--- START ---

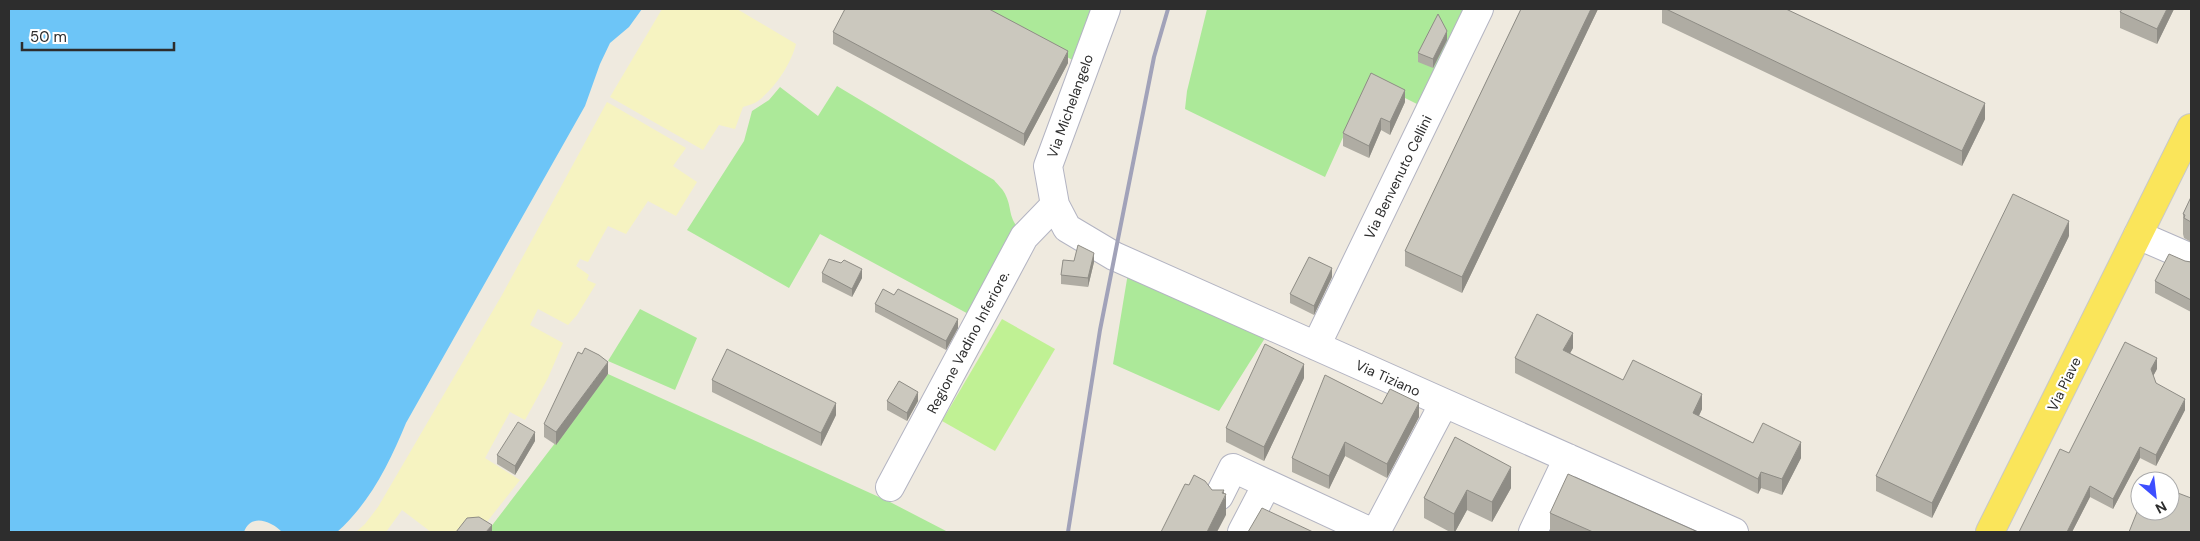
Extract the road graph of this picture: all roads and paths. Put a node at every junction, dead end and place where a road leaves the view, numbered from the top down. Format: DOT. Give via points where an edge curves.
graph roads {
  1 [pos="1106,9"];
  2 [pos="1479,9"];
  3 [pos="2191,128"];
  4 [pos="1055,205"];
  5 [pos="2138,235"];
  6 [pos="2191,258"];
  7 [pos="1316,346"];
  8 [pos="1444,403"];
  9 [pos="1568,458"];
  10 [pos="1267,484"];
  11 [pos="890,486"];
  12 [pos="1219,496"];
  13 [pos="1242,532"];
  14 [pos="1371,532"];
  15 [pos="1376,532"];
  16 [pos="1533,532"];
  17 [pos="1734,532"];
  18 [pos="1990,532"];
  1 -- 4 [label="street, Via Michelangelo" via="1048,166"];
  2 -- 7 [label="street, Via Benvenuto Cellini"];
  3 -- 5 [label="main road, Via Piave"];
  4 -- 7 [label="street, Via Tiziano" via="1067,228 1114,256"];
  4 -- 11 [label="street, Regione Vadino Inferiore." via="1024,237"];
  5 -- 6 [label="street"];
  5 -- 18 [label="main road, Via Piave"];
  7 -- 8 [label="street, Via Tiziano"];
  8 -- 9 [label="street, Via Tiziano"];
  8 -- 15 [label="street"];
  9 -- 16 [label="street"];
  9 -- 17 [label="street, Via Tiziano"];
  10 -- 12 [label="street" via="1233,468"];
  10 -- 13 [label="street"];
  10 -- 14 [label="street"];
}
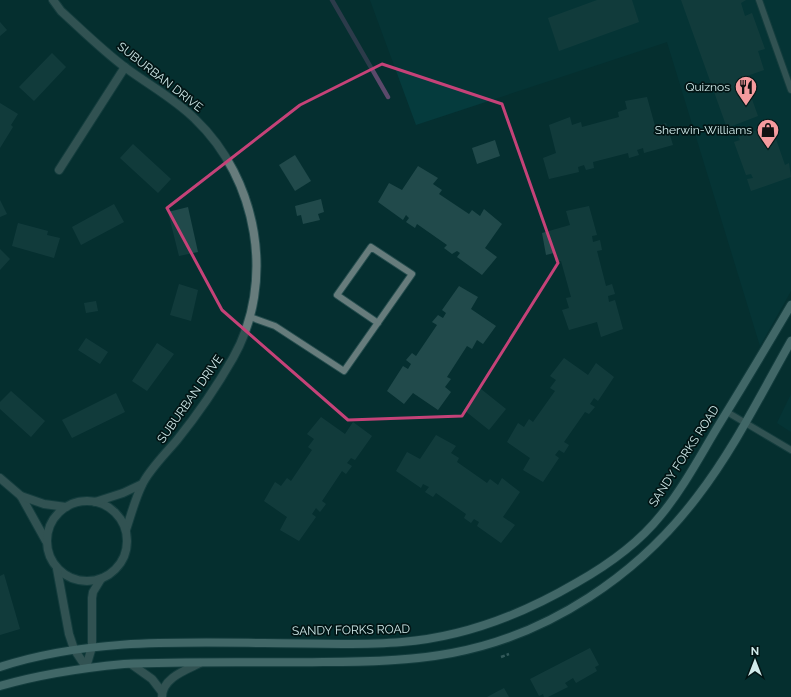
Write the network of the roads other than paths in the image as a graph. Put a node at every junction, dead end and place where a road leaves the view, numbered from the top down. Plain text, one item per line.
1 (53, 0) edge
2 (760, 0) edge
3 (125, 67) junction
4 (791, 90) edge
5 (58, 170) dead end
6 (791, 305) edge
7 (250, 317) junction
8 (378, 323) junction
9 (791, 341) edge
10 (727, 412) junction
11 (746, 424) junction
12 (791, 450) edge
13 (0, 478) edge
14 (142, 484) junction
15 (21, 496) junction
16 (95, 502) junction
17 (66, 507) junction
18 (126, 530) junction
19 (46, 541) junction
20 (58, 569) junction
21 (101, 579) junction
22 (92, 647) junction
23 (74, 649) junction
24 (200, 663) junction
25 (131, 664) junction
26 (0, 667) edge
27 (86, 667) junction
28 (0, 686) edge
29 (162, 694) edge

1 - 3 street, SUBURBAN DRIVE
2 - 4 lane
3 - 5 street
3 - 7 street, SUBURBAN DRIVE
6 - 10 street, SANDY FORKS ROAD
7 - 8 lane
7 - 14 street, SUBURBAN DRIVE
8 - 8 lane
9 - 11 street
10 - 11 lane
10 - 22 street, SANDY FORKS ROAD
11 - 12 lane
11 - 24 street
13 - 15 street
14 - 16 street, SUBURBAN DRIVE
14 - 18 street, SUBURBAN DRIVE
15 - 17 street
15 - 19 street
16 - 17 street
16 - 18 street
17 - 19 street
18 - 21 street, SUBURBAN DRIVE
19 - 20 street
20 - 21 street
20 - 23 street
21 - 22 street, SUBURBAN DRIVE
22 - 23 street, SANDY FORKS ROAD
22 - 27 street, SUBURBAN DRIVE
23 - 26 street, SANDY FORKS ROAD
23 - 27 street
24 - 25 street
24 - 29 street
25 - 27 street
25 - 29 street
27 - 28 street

--- END ---
--- START ---

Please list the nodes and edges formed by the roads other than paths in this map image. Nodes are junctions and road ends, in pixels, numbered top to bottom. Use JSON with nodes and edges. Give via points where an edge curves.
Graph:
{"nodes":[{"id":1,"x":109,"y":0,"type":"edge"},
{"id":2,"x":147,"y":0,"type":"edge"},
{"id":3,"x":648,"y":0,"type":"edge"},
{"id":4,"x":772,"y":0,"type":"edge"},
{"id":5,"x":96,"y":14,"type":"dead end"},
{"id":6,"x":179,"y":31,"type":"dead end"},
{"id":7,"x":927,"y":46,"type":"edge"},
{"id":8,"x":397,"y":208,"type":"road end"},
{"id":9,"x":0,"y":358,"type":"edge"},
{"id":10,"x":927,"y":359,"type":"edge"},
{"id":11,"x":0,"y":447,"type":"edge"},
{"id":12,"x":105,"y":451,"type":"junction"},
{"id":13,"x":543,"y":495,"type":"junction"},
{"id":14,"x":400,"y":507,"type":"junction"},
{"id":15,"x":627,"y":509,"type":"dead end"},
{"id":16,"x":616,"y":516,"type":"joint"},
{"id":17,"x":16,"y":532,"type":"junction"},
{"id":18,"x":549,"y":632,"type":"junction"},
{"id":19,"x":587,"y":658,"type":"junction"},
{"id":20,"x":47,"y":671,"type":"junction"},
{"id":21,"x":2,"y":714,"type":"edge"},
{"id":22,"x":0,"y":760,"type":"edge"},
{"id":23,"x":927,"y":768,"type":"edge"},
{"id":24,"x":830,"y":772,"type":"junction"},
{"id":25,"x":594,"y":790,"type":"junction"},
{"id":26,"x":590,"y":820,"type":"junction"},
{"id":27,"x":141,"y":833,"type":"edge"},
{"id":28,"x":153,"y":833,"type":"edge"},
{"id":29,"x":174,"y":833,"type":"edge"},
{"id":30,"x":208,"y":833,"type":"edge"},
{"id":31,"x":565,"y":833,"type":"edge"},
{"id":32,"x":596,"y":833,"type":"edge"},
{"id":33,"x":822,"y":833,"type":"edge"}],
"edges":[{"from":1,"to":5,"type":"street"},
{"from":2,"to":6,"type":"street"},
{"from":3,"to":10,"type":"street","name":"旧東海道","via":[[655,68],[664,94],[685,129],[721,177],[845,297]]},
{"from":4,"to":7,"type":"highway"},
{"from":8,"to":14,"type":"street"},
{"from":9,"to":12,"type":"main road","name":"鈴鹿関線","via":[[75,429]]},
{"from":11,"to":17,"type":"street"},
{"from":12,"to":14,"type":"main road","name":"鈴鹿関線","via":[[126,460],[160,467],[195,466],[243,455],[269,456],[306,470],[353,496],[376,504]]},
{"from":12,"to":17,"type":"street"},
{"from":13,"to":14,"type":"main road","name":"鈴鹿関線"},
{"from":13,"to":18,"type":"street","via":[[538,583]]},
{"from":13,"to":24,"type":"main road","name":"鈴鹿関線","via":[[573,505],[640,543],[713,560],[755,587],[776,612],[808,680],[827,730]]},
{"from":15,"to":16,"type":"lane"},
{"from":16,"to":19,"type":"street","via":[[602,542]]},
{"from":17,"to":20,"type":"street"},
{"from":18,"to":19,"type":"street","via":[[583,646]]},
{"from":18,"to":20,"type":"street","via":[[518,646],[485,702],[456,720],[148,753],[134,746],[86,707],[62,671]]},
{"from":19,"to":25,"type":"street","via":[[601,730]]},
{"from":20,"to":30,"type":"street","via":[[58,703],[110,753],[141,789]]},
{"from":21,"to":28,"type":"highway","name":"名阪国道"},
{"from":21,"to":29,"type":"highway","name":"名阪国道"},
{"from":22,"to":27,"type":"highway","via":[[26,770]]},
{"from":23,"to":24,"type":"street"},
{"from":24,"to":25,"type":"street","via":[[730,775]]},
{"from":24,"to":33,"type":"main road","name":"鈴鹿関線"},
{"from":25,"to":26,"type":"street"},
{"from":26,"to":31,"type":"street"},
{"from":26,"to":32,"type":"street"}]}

--- END ---

### [Exercise instructions]
Across the preceding records, count the lines with the word "名阪国道" in them and give that figure alone.

### [Answer to this task]
2